This gave me only momentary pause: for years I have jokingly followed the advice of Coach Bobby Finstock from the terrible Michael J. Fox vehicle Teen Wolf. The advice goes like this:
1. Never get less than 12 hours of sleep.
2. Never play cards with a man who has the same first name as a city.
3. Never go anywhere near a girl with a dagger tattoo anywhere on her body.
Sophie, with her corkscrew substitution, just barely scrapes by.
I start talking to her without thinking. Our shared background in restaurant work cemented our connection. We agreed upon a lot of things and we had both worked in restaurants called Zin.
It was then I realized that I had foreseen her coming six years previous, when I worked at my own Zin. I had been looking up my restaurant’s menu online and had accidently clicked on hers. At the time, there had been a photo of their sommelier, Sophie Collins, on their website. I had seen the girl who I would meet six years later in the middle of the night at a dirty bar in New Orleans. I had been sitting in a comfortable townhouse in Kansas City, Missouri, in 2007 when I first laid eyes on my future love, who was waiting for me with a shot of Wild Turkey 101 in the year 2013.

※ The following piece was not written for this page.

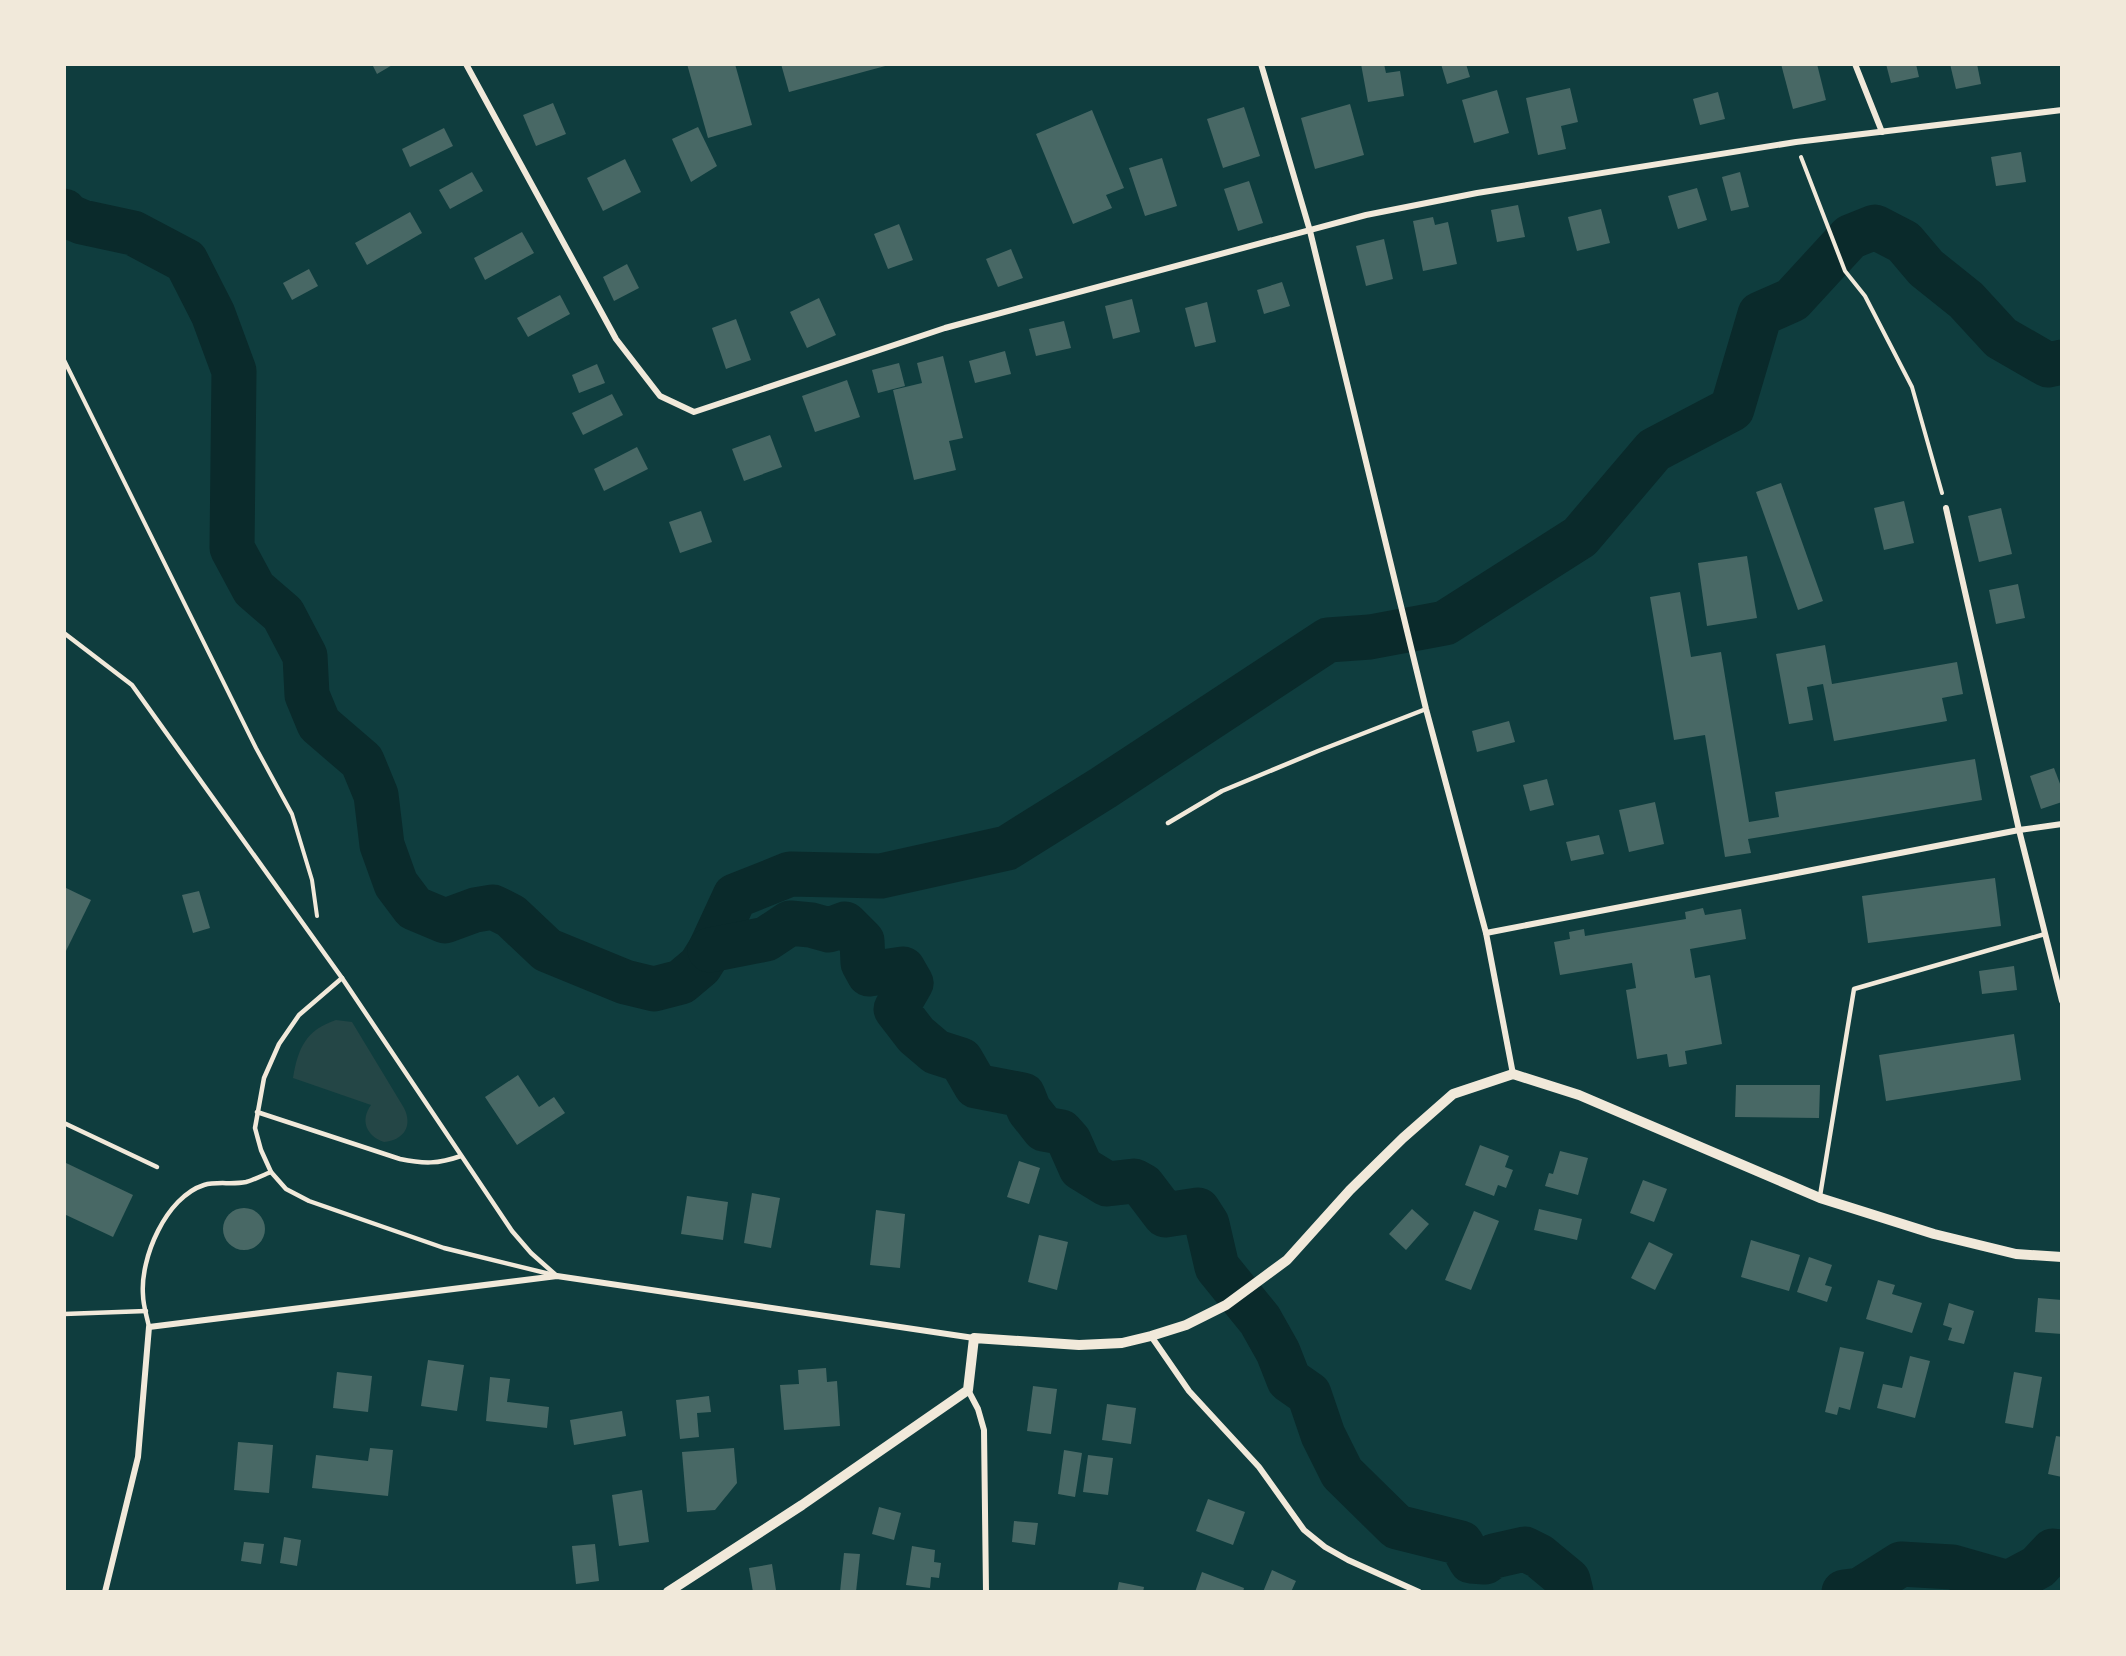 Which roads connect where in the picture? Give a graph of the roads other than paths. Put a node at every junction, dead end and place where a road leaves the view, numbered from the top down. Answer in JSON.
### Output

Our first date lasted 72 hours, with short intervals of sleep. We found ourselves at d.b.a. in the French Quarter as the first nervous rays of sunlight quivered over the city. Sophie started to have a panic attack about getting home, as if she were a vampiric Cinderella. We found ourselves out on the curb as she tried to flag down a cab. I scanned the streets for my parked car, but didn’t see it anywhere. I told her to hold tight as I ran down a side alley to a neighboring street. In a bizarre twist of New Orleans creepiness, the alley I ran down led right back to where I left Sophie standing—a Möbius pathway. Time was up. She had to get home. I left my car to be swallowed up by the Quarter.
Thankfully, I found my car the next day, but the spell was just taking hold.
I never really went back home ever again. Sophie and I had strange adventures. We almost burned the neighbor’s house down in the middle of the night when she decided to set off a Roman candle at 3 a.m. I jumped a fence with a garden hose and put out the flames, just barely getting back inside her house before the neighbors arrived on the street to investigate the noise.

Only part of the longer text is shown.